*** Opening of Data for processing ***

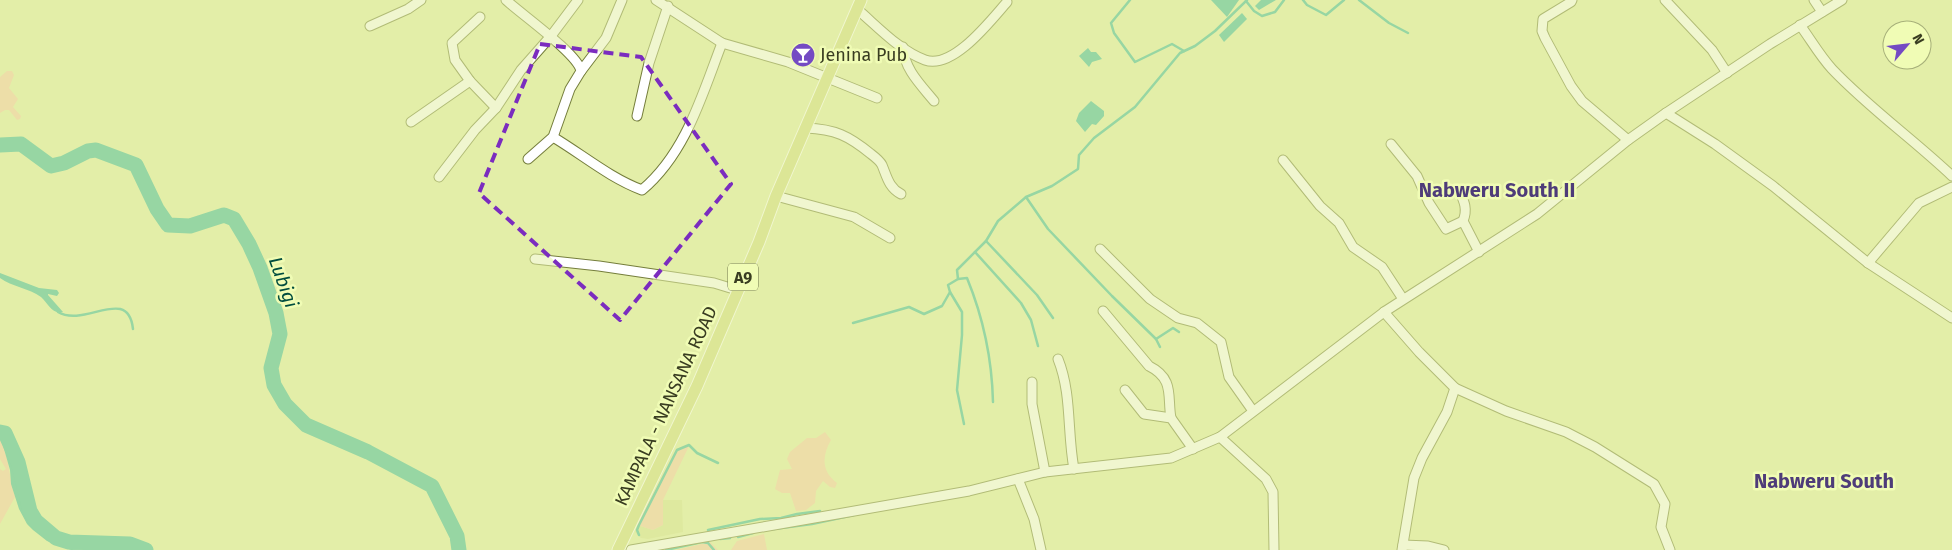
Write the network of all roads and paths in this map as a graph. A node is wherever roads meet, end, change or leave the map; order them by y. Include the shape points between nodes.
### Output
1 (422, 0) edge
2 (506, 0) edge
3 (578, 0) edge
4 (622, 0) edge
5 (656, 0) edge
6 (1572, 0) edge
7 (1665, 0) edge
8 (1814, 0) edge
9 (1842, 0) edge
10 (1007, 2) dead end
11 (859, 5) edge
12 (668, 6) junction
13 (1822, 12) junction
14 (480, 17) dead end
15 (370, 26) dead end
16 (1800, 26) junction
17 (551, 36) junction
18 (722, 43) junction
19 (903, 47) junction
20 (581, 71) junction
21 (1727, 74) junction
22 (828, 77) junction
23 (470, 81) junction
24 (877, 98) dead end
25 (934, 101) dead end
26 (496, 108) junction
27 (1666, 113) junction
28 (637, 116) dead end
29 (411, 122) dead end
30 (806, 128) junction
31 (554, 137) junction
32 (1628, 140) junction
33 (1391, 144) dead end
34 (528, 159) dead end
35 (1284, 160) dead end
36 (1952, 176) edge
37 (439, 178) dead end
38 (1952, 187) edge
39 (1459, 190) dead end
40 (901, 194) dead end
41 (776, 196) junction
42 (1463, 221) junction
43 (890, 238) dead end
44 (1100, 249) dead end
45 (1479, 252) junction
46 (535, 259) dead end
47 (1868, 263) junction
48 (737, 290) junction
49 (1404, 299) junction
50 (1103, 311) dead end
51 (1384, 312) junction
52 (1952, 318) edge
53 (1058, 359) dead end
54 (1032, 382) dead end
55 (1456, 388) junction
56 (1125, 390) dead end
57 (1253, 411) junction
58 (1171, 418) junction
59 (1220, 437) junction
60 (1193, 449) junction
61 (1074, 469) junction
62 (1045, 472) junction
63 (1018, 479) junction
64 (1403, 547) edge
65 (618, 550) edge
66 (631, 550) edge
67 (1041, 550) edge
68 (1274, 550) edge
69 (1444, 550) edge
70 (1670, 550) edge

1 - 15 street
2 - 17 street
3 - 17 street
4 - 20 street via 606,38
5 - 12 street
6 - 32 street via 1543,19 1544,38 1582,101
7 - 21 street via 1712,50
8 - 13 street
9 - 13 street
10 - 19 street via 976,36 949,57 927,61
11 - 19 street
11 - 22 main road, KAMPALA - NANSANA ROAD / A9
12 - 18 street
12 - 28 street via 649,63
13 - 16 street
14 - 23 street via 452,42 455,60
16 - 21 street
16 - 36 street via 1843,80
17 - 20 street via 577,62
17 - 26 street via 521,70
18 - 22 street
18 - 31 street via 685,136 666,166 642,190 617,180
19 - 25 street via 903,57 909,68
20 - 31 street via 570,89
21 - 27 street
22 - 24 street
22 - 30 main road, KAMPALA - NANSANA ROAD / A9
23 - 26 street
23 - 29 street
26 - 37 street
27 - 32 street
27 - 47 street via 1773,186
30 - 40 street via 830,130 853,140 881,163 891,187
30 - 41 main road, KAMPALA - NANSANA ROAD / A9
31 - 34 street
32 - 45 street via 1537,214
33 - 42 street via 1417,176 1446,229
35 - 49 street via 1320,206 1339,223 1353,247 1382,267
38 - 47 street via 1920,203
39 - 42 street via 1465,203
41 - 43 street via 854,217
41 - 48 main road, KAMPALA - NANSANA ROAD / A9
42 - 45 street
44 - 57 street via 1150,299 1178,318 1197,323 1221,342 1229,377
45 - 49 street
46 - 48 street via 600,266
47 - 52 street
48 - 65 main road, KAMPALA - NANSANA ROAD / A9 via 697,386
49 - 51 street
50 - 58 street via 1164,380 1170,392
51 - 55 street
51 - 57 street
53 - 61 street via 1069,403 1069,442
54 - 62 street via 1032,404
55 - 64 street via 1414,478
55 - 70 street via 1566,432 1654,484 1665,504 1661,527
56 - 58 street via 1144,414
57 - 59 street
58 - 60 street
59 - 60 street
59 - 68 street via 1266,479 1273,492
60 - 61 street via 1171,458
61 - 62 street
62 - 63 street
63 - 66 street via 969,491
63 - 67 street via 1034,520
64 - 69 street via 1428,546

*** Close of Data for processing ***

» **To do**
Set down all of the material word for word, minus its pictures.

» **Result for this task**
Write the network of all roads and paths in this map as a graph. A node is wherever roads meet, end, change or leave the map; order them by y. Include the shape points between nodes.
### Output
1 (422, 0) edge
2 (506, 0) edge
3 (578, 0) edge
4 (622, 0) edge
5 (656, 0) edge
6 (1572, 0) edge
7 (1665, 0) edge
8 (1814, 0) edge
9 (1842, 0) edge
10 (1007, 2) dead end
11 (859, 5) edge
12 (668, 6) junction
13 (1822, 12) junction
14 (480, 17) dead end
15 (370, 26) dead end
16 (1800, 26) junction
17 (551, 36) junction
18 (722, 43) junction
19 (903, 47) junction
20 (581, 71) junction
21 (1727, 74) junction
22 (828, 77) junction
23 (470, 81) junction
24 (877, 98) dead end
25 (934, 101) dead end
26 (496, 108) junction
27 (1666, 113) junction
28 (637, 116) dead end
29 (411, 122) dead end
30 (806, 128) junction
31 (554, 137) junction
32 (1628, 140) junction
33 (1391, 144) dead end
34 (528, 159) dead end
35 (1284, 160) dead end
36 (1952, 176) edge
37 (439, 178) dead end
38 (1952, 187) edge
39 (1459, 190) dead end
40 (901, 194) dead end
41 (776, 196) junction
42 (1463, 221) junction
43 (890, 238) dead end
44 (1100, 249) dead end
45 (1479, 252) junction
46 (535, 259) dead end
47 (1868, 263) junction
48 (737, 290) junction
49 (1404, 299) junction
50 (1103, 311) dead end
51 (1384, 312) junction
52 (1952, 318) edge
53 (1058, 359) dead end
54 (1032, 382) dead end
55 (1456, 388) junction
56 (1125, 390) dead end
57 (1253, 411) junction
58 (1171, 418) junction
59 (1220, 437) junction
60 (1193, 449) junction
61 (1074, 469) junction
62 (1045, 472) junction
63 (1018, 479) junction
64 (1403, 547) edge
65 (618, 550) edge
66 (631, 550) edge
67 (1041, 550) edge
68 (1274, 550) edge
69 (1444, 550) edge
70 (1670, 550) edge

1 - 15 street
2 - 17 street
3 - 17 street
4 - 20 street via 606,38
5 - 12 street
6 - 32 street via 1543,19 1544,38 1582,101
7 - 21 street via 1712,50
8 - 13 street
9 - 13 street
10 - 19 street via 976,36 949,57 927,61
11 - 19 street
11 - 22 main road, KAMPALA - NANSANA ROAD / A9
12 - 18 street
12 - 28 street via 649,63
13 - 16 street
14 - 23 street via 452,42 455,60
16 - 21 street
16 - 36 street via 1843,80
17 - 20 street via 577,62
17 - 26 street via 521,70
18 - 22 street
18 - 31 street via 685,136 666,166 642,190 617,180
19 - 25 street via 903,57 909,68
20 - 31 street via 570,89
21 - 27 street
22 - 24 street
22 - 30 main road, KAMPALA - NANSANA ROAD / A9
23 - 26 street
23 - 29 street
26 - 37 street
27 - 32 street
27 - 47 street via 1773,186
30 - 40 street via 830,130 853,140 881,163 891,187
30 - 41 main road, KAMPALA - NANSANA ROAD / A9
31 - 34 street
32 - 45 street via 1537,214
33 - 42 street via 1417,176 1446,229
35 - 49 street via 1320,206 1339,223 1353,247 1382,267
38 - 47 street via 1920,203
39 - 42 street via 1465,203
41 - 43 street via 854,217
41 - 48 main road, KAMPALA - NANSANA ROAD / A9
42 - 45 street
44 - 57 street via 1150,299 1178,318 1197,323 1221,342 1229,377
45 - 49 street
46 - 48 street via 600,266
47 - 52 street
48 - 65 main road, KAMPALA - NANSANA ROAD / A9 via 697,386
49 - 51 street
50 - 58 street via 1164,380 1170,392
51 - 55 street
51 - 57 street
53 - 61 street via 1069,403 1069,442
54 - 62 street via 1032,404
55 - 64 street via 1414,478
55 - 70 street via 1566,432 1654,484 1665,504 1661,527
56 - 58 street via 1144,414
57 - 59 street
58 - 60 street
59 - 60 street
59 - 68 street via 1266,479 1273,492
60 - 61 street via 1171,458
61 - 62 street
62 - 63 street
63 - 66 street via 969,491
63 - 67 street via 1034,520
64 - 69 street via 1428,546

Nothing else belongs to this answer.